<<<<
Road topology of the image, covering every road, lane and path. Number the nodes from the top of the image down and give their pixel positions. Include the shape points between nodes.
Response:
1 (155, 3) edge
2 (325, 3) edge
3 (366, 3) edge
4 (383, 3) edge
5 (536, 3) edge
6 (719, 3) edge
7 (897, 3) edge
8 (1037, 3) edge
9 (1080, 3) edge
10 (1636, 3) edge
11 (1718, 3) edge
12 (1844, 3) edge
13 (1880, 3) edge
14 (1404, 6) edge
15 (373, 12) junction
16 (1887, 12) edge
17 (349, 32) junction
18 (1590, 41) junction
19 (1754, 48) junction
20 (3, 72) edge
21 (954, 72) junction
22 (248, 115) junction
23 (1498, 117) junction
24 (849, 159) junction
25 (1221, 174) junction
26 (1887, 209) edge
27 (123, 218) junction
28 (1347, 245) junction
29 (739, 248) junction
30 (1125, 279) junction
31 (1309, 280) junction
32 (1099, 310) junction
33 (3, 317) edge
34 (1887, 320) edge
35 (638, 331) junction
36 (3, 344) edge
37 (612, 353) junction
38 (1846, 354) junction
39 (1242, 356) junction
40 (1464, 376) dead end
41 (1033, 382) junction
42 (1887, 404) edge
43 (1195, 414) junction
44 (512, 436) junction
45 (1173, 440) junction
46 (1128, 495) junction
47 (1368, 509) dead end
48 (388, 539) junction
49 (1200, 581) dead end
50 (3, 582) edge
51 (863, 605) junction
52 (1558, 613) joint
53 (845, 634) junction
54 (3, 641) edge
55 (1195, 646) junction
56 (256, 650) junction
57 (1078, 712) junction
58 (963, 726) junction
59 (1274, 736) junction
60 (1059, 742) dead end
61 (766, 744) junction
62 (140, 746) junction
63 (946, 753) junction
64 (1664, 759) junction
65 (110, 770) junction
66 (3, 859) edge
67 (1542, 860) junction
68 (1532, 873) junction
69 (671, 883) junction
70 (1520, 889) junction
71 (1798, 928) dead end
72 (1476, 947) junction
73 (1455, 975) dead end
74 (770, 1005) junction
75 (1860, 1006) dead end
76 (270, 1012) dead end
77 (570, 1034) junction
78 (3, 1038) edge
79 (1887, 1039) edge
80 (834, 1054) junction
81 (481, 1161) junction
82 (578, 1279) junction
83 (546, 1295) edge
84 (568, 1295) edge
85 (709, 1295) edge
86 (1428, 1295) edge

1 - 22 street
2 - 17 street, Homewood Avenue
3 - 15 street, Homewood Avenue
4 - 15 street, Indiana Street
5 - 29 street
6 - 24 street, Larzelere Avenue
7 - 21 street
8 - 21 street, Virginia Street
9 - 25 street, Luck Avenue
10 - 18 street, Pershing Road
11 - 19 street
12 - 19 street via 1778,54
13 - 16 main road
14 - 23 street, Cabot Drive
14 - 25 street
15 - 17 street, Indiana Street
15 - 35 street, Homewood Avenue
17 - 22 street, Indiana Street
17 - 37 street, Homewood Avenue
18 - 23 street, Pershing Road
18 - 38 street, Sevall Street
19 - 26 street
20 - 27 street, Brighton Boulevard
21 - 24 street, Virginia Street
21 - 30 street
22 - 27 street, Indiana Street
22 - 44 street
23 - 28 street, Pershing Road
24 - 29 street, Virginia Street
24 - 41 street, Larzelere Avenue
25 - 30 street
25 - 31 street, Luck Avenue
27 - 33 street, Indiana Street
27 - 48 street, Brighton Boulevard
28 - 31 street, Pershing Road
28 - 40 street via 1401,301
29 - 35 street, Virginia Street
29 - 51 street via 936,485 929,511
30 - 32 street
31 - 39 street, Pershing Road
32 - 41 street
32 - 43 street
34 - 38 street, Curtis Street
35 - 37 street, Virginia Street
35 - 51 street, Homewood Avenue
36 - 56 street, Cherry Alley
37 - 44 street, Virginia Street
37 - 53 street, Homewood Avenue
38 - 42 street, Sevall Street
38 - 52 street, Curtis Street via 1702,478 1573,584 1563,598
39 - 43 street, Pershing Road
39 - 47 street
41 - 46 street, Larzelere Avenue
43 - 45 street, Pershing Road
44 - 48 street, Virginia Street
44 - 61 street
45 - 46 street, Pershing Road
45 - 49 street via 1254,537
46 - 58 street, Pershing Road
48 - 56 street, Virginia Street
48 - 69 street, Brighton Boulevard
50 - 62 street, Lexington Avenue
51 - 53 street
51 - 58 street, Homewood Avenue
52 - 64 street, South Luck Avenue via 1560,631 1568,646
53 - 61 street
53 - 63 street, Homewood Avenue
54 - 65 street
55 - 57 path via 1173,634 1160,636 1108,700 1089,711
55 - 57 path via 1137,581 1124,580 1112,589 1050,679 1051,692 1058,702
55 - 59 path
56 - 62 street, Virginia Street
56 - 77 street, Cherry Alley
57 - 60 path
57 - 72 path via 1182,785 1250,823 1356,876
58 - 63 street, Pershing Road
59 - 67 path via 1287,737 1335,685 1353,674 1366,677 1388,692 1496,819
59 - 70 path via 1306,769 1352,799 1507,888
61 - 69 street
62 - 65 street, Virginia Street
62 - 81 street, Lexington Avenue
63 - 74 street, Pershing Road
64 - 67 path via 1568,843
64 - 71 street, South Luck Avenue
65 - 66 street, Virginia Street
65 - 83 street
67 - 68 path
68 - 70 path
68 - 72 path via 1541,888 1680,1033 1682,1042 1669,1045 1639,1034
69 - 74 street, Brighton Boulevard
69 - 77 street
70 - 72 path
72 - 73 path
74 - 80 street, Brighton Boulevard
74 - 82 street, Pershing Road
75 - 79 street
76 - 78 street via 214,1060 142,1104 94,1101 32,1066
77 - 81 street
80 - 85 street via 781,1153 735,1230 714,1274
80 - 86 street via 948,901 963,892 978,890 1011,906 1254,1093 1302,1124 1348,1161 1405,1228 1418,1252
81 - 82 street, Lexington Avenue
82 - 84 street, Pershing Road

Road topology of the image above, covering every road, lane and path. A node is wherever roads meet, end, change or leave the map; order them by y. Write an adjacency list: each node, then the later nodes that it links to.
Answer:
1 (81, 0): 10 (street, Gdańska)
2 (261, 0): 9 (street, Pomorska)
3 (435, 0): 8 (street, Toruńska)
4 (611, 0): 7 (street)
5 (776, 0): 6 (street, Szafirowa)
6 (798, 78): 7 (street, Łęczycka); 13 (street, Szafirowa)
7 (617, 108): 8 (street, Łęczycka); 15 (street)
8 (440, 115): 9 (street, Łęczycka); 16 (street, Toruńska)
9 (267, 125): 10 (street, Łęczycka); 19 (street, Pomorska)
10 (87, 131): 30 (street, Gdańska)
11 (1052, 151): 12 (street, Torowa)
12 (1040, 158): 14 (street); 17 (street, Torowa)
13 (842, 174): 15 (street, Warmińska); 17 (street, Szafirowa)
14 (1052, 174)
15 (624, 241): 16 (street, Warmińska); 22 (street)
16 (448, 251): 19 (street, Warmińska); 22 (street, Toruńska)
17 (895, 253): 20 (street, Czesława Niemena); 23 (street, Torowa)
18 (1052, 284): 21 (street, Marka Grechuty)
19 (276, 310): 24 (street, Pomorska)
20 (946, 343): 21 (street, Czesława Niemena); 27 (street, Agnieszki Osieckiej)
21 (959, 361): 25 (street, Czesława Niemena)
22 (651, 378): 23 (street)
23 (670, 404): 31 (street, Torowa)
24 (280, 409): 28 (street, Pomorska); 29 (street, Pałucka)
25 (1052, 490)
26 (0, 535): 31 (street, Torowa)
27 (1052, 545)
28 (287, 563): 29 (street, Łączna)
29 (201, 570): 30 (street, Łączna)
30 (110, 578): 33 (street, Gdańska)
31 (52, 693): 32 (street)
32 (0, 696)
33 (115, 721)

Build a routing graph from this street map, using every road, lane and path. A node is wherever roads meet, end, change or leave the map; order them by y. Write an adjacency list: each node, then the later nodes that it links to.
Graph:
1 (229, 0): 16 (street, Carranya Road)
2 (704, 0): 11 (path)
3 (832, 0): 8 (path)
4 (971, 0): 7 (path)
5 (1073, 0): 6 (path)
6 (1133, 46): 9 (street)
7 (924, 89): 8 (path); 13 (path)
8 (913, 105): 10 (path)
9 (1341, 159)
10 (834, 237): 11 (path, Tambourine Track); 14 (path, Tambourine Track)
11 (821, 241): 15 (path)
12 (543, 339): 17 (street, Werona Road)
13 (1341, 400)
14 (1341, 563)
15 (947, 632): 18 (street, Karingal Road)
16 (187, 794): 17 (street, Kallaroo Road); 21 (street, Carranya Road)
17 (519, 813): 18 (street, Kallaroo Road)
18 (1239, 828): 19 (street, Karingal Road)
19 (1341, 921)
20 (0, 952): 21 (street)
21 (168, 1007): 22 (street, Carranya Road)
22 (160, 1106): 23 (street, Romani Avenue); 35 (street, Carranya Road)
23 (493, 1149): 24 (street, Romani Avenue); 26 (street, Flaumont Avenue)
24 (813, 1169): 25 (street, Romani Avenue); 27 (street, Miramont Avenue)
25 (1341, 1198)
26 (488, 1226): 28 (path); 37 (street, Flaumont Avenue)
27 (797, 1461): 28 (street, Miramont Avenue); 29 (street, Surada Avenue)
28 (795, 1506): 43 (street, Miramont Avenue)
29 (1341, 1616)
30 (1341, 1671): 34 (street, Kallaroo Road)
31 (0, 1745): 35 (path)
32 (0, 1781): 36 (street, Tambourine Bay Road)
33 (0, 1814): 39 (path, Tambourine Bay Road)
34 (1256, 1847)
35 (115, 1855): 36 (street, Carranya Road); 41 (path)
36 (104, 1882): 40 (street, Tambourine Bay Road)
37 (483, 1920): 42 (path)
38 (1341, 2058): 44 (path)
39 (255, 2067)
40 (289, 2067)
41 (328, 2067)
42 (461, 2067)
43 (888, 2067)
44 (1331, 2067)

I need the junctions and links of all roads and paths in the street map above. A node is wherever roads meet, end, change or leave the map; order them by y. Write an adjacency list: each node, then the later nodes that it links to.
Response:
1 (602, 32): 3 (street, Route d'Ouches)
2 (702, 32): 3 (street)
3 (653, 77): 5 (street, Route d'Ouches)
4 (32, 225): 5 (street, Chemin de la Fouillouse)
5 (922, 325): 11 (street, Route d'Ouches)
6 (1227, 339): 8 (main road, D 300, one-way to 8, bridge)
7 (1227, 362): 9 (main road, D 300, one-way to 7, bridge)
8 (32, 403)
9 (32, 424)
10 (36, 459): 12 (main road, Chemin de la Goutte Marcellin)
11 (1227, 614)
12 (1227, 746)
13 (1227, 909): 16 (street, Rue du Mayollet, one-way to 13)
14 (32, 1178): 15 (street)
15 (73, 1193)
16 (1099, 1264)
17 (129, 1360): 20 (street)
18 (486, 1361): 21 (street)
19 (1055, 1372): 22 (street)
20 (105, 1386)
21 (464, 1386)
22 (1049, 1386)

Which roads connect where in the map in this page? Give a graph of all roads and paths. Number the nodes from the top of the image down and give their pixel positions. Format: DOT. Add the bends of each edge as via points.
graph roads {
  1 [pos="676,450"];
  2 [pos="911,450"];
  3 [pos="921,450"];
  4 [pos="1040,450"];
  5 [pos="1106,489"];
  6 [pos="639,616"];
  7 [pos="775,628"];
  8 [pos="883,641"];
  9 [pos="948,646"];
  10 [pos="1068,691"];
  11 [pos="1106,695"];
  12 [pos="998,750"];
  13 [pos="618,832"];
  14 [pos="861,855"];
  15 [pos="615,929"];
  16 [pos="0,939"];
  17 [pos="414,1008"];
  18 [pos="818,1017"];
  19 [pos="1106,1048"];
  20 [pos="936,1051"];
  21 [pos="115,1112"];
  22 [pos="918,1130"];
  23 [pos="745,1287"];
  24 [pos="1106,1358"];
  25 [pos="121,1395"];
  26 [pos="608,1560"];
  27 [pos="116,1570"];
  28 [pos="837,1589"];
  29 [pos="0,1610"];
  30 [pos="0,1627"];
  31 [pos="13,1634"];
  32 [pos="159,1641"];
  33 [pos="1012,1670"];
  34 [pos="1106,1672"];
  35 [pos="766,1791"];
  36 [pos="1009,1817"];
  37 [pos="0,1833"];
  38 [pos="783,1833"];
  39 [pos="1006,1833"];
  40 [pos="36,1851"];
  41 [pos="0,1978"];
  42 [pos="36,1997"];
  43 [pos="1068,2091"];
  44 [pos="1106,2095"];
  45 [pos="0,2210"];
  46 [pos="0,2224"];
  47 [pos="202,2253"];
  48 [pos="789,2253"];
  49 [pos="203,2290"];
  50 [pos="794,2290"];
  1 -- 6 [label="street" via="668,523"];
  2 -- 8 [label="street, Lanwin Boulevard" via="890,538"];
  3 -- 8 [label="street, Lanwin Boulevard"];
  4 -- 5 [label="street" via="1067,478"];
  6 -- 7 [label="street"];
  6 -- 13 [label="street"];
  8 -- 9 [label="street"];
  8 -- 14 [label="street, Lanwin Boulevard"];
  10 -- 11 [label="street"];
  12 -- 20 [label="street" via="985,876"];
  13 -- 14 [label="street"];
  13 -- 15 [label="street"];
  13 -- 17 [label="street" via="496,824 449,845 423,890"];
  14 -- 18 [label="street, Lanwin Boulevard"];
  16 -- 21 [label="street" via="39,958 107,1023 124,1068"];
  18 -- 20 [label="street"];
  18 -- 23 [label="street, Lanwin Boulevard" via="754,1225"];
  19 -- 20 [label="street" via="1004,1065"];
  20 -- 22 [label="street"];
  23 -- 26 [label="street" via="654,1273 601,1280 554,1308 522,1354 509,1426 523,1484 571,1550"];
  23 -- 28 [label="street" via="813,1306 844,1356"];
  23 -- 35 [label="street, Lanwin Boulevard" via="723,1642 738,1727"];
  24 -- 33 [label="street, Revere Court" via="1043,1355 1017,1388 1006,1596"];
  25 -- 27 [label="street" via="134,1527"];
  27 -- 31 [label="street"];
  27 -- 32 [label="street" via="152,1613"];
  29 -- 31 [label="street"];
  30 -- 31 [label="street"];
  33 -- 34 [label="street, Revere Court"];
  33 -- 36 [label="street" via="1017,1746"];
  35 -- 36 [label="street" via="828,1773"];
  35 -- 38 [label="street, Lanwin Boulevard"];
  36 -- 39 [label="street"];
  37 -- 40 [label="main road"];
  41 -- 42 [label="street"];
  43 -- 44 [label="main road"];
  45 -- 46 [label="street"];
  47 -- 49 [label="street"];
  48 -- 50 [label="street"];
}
>>>>
» **EXERCISE AIM**
Looking at the data above, work out how many lines contain "Lanwin" and answer with the figure only.

» **RESULT OF THE EXERCISE**
7